LVG Rules: Trie Introduction
A trie algorithm is used in LVG to find inflection variants and derivation. Rules are:
- used when LVG does not find the result from fact (database table)
- used as an independent program to find the results
- driven by rules and exceptions specified in files
- implements as trie tree (refer to Data Structure and Algorithms, by Aho, Hopcroft, and Ullman, PP.163-169)
The high level algorithm flows are described as follows:
- Establish the trie tree by reading data (tree structure, rules, and exceptions) from files.
- Read in input term.
- Traverse the trie tree and find all match nodes.

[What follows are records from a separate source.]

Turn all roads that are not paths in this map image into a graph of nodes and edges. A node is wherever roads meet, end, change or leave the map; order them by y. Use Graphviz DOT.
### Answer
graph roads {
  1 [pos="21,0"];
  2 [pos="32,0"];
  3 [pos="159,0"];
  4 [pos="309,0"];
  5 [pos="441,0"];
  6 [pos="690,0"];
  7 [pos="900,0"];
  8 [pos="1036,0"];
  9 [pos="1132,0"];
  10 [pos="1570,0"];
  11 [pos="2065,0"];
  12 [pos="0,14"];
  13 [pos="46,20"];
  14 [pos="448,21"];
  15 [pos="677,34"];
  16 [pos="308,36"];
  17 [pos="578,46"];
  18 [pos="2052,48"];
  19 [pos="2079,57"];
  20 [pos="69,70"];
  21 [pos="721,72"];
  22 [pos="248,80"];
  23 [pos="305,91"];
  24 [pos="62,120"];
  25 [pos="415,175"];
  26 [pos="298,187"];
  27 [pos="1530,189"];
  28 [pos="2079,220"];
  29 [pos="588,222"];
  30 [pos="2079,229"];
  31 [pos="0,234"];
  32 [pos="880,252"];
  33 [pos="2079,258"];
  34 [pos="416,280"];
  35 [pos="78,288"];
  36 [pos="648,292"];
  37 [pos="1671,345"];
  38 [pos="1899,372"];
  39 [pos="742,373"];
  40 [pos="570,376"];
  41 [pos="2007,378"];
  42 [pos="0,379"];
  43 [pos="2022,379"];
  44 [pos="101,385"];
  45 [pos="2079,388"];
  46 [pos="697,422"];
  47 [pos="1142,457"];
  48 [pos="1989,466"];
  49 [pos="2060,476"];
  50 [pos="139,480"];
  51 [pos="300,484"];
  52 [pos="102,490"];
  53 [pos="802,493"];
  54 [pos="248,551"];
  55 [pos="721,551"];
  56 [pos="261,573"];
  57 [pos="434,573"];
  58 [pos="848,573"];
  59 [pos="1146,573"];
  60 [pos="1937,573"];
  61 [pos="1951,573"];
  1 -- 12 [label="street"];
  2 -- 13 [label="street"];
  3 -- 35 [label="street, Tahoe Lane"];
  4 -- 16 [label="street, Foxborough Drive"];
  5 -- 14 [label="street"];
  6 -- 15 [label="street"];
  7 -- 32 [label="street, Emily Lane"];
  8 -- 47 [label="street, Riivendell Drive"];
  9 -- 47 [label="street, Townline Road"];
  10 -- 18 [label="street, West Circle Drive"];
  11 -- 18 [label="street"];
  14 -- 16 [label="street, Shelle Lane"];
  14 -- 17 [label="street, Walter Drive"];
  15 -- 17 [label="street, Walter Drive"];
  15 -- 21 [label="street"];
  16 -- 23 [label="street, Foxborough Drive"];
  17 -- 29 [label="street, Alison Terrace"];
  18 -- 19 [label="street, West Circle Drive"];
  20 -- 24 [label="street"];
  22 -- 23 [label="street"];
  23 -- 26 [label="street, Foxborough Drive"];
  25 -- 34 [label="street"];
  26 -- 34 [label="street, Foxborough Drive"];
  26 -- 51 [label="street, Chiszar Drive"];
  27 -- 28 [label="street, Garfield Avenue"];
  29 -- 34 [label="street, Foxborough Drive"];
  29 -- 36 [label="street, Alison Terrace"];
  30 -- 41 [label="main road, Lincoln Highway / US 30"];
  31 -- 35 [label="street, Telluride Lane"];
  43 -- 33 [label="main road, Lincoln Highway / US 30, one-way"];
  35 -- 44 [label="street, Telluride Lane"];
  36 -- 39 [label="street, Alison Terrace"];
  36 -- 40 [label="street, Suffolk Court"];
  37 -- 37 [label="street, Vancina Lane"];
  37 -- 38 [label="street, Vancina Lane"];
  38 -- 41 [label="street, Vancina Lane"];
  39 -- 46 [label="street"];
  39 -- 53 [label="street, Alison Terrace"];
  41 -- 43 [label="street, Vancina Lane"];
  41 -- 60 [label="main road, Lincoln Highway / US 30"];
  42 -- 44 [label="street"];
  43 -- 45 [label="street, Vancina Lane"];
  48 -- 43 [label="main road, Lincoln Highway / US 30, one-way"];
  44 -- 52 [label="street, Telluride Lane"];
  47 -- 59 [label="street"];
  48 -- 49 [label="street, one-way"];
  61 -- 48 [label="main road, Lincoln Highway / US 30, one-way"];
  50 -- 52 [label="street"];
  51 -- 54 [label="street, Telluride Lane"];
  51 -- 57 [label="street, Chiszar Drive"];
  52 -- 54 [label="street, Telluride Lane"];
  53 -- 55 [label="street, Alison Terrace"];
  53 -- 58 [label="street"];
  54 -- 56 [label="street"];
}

- Check if the input term belongs to exceptions of the applied rules.
- Apply rules in match nodes to the input term.
III. Trie and Tree
Tree has been used as powerful search algorithm. It includes binary tree and B-tree. A binary tree (searching) stores all data into a tree structure with all nodes have 2 branches at most. The B-tree was invented by Bayer and McCreight in the early 70's. It's now part of every database system. A node in a B-tree may have multiple branches.

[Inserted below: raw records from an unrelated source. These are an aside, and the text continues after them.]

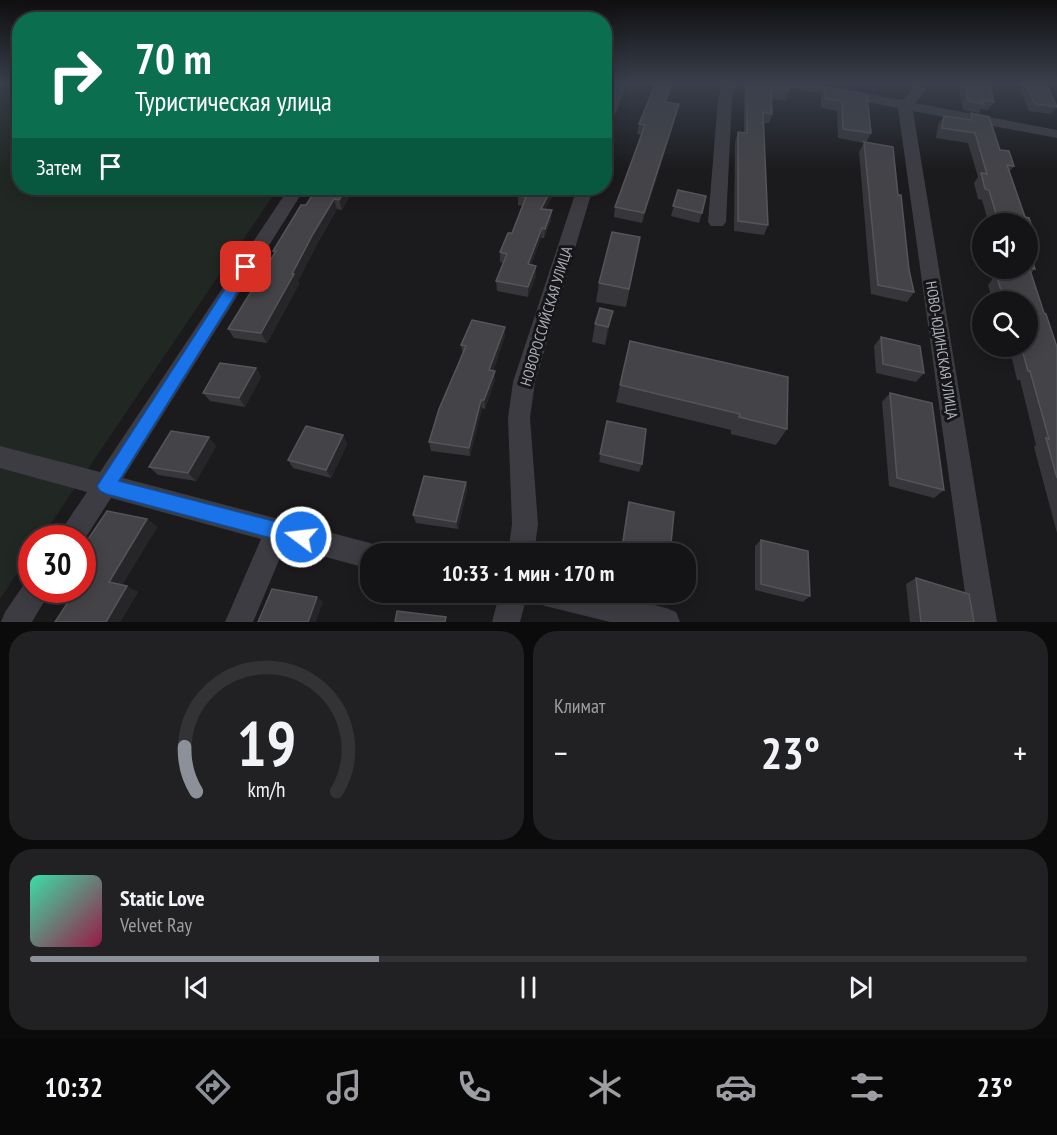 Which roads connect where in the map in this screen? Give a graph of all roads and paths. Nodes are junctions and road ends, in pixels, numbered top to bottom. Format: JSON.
{"nodes":[{"id":1,"x":724,"y":112,"type":"edge"},
{"id":2,"x":906,"y":112,"type":"edge"},
{"id":3,"x":938,"y":112,"type":"edge"},
{"id":4,"x":1057,"y":134,"type":"edge"},
{"id":5,"x":293,"y":195,"type":"edge"},
{"id":6,"x":583,"y":195,"type":"edge"},
{"id":7,"x":717,"y":222,"type":"dead end"},
{"id":8,"x":0,"y":457,"type":"edge"},
{"id":9,"x":106,"y":486,"type":"junction"},
{"id":10,"x":80,"y":525,"type":"edge"},
{"id":11,"x":278,"y":531,"type":"junction"},
{"id":12,"x":522,"y":543,"type":"edge"},
{"id":13,"x":360,"y":553,"type":"edge"},
{"id":14,"x":28,"y":603,"type":"edge"},
{"id":15,"x":511,"y":603,"type":"edge"},
{"id":16,"x":589,"y":603,"type":"edge"},
{"id":17,"x":15,"y":622,"type":"edge"},
{"id":18,"x":239,"y":622,"type":"edge"},
{"id":19,"x":506,"y":622,"type":"edge"},
{"id":20,"x":666,"y":622,"type":"edge"},
{"id":21,"x":983,"y":622,"type":"edge"}],
"edges":[{"from":1,"to":7,"type":"street"},
{"from":2,"to":21,"type":"street","name":"НОВО-ЮДИНСКАЯ УЛИЦА"},
{"from":3,"to":4,"type":"street"},
{"from":5,"to":9,"type":"street"},
{"from":6,"to":12,"type":"street","name":"НОВОРОССИЙСКАЯ УЛИЦА"},
{"from":8,"to":9,"type":"street"},
{"from":9,"to":10,"type":"street"},
{"from":9,"to":11,"type":"street"},
{"from":11,"to":13,"type":"street"},
{"from":11,"to":18,"type":"street"},
{"from":14,"to":17,"type":"street"},
{"from":15,"to":19,"type":"street"},
{"from":16,"to":20,"type":"street"}]}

Trie is derived from the middle letters of the word "retrieval.
In real applications, tree stores a whole word as a node while trie break a word into characters and store each single character into the tree structure.
< Example >
Data: be, bed, beset, bess, best, bet, better.
+--- Node (bed)
| +--- Node (be)
| +--- Node (beset)
+--- Node (bet)
+--- Node (best)
+--- Node (better)
+--- Node (e *)
+--- Node (d *)
+--- Node (s)
| +--- Node (e)
| | |
| | +--- Node (t *)
| +--- Node (s *)
| +--- Node (t *)
+--- Node (t *)
+--- Node (t)
+--- Node (e)
+--- Node (r *)